Background information
- Born: Betsy Machiko Arakawa December 15, 1959 Honolulu, Hawaii, U.S.
- Died: c. February 12, 2025 (aged 65) Santa Fe, New Mexico, U.S.
- Genres: Classical
- Instrument: Piano
- Spouse: Gene Hackman ​(m. 1991)​

= Betsy Arakawa =

American musician and businesswoman (1959-2025)

Betsy Machiko Arakawa Hackman (December 15, 1959 – c. February 12, 2025) was an American classical pianist and businesswoman. Born in Hawaii, she performed with the Honolulu Symphony Orchestra at the age of eleven and later worked for the television game show Card Sharks as a production assistant.
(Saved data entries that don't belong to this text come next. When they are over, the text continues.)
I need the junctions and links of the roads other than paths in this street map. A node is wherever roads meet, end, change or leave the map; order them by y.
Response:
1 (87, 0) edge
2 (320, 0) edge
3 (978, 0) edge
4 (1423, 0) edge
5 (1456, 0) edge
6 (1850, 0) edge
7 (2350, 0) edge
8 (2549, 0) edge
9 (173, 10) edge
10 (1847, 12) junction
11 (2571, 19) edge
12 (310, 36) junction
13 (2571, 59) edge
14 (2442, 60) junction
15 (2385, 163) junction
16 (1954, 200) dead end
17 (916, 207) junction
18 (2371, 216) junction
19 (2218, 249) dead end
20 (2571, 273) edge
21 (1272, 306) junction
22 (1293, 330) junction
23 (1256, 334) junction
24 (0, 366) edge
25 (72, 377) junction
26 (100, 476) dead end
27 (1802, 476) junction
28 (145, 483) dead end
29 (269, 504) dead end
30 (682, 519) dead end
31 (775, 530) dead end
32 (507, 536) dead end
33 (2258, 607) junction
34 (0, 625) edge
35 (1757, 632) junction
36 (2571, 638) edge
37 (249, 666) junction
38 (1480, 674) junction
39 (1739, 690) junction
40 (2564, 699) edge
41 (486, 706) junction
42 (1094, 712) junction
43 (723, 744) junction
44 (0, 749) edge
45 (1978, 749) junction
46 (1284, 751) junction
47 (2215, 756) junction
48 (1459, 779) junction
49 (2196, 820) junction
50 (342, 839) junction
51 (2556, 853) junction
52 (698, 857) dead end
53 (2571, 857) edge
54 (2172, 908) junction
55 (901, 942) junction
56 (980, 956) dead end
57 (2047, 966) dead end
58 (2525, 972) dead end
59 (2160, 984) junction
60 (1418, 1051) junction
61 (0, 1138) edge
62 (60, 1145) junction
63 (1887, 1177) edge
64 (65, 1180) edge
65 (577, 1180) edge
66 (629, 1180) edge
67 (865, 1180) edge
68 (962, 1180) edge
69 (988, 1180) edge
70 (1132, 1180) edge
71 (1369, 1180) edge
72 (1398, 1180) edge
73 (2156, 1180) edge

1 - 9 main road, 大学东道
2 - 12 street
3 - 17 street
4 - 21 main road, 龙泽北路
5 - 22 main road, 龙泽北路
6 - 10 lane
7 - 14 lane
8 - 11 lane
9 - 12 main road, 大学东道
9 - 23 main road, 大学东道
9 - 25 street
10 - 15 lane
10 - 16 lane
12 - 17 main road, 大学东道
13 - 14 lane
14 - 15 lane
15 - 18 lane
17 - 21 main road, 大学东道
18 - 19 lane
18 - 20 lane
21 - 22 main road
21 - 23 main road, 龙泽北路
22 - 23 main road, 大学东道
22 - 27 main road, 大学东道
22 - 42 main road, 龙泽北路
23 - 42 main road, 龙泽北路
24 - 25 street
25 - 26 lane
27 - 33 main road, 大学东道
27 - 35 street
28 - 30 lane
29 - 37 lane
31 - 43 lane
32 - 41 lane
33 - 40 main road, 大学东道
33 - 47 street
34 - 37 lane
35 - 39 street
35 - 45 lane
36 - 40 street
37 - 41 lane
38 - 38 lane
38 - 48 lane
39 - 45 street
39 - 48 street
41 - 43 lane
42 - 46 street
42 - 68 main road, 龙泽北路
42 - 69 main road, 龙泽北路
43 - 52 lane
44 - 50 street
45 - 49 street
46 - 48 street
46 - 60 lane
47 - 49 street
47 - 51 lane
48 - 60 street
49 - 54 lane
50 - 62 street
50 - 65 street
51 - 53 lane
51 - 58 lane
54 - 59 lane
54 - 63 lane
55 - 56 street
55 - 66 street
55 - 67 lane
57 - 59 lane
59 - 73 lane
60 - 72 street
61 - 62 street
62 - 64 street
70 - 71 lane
She met Gene Hackman in the 1980s, marrying him in 1991 and assisting with his novels. In 2001, she co-founded a linens and home furnishings store in Santa Fe, New Mexico, where she and Hackman lived; the couple were also business partners in a local Asian restaurant.

Arakawa was found dead along with her husband, Gene Hackman, and one of their three dogs at their home in Santa Fe on February 26, 2025. This led to an investigation that showed that she died from hantavirus pulmonary syndrome around February 12, about a week before Hackman.

== Life and career ==
Betsy Machiko Arakawa was born on December 15, 1959, raised in Honolulu, Hawaii, and was of Japanese descent. An only child, she was raised by her mother, who was a businesswoman. She went to Kahala Elementary School and Punahou School. As a child, Arakawa studied piano with Ellen Masaki and performed at the Honolulu International Center Concert Hall at age eleven, where she performed the final movement of Haydn's Keyboard Concerto No. 4 with the Honolulu Symphony Orchestra. Arakawa studied social sciences and communication at the University of Southern California from 1981 to 1983. She later completed a master's degree in liberal arts at St. John's College in Santa Fe, New Mexico. During a summer break, Arakawa served as a cheerleader for the Los Angeles Aztecs, a professional soccer team, and worked for the television game show Card Sharks as a production assistant.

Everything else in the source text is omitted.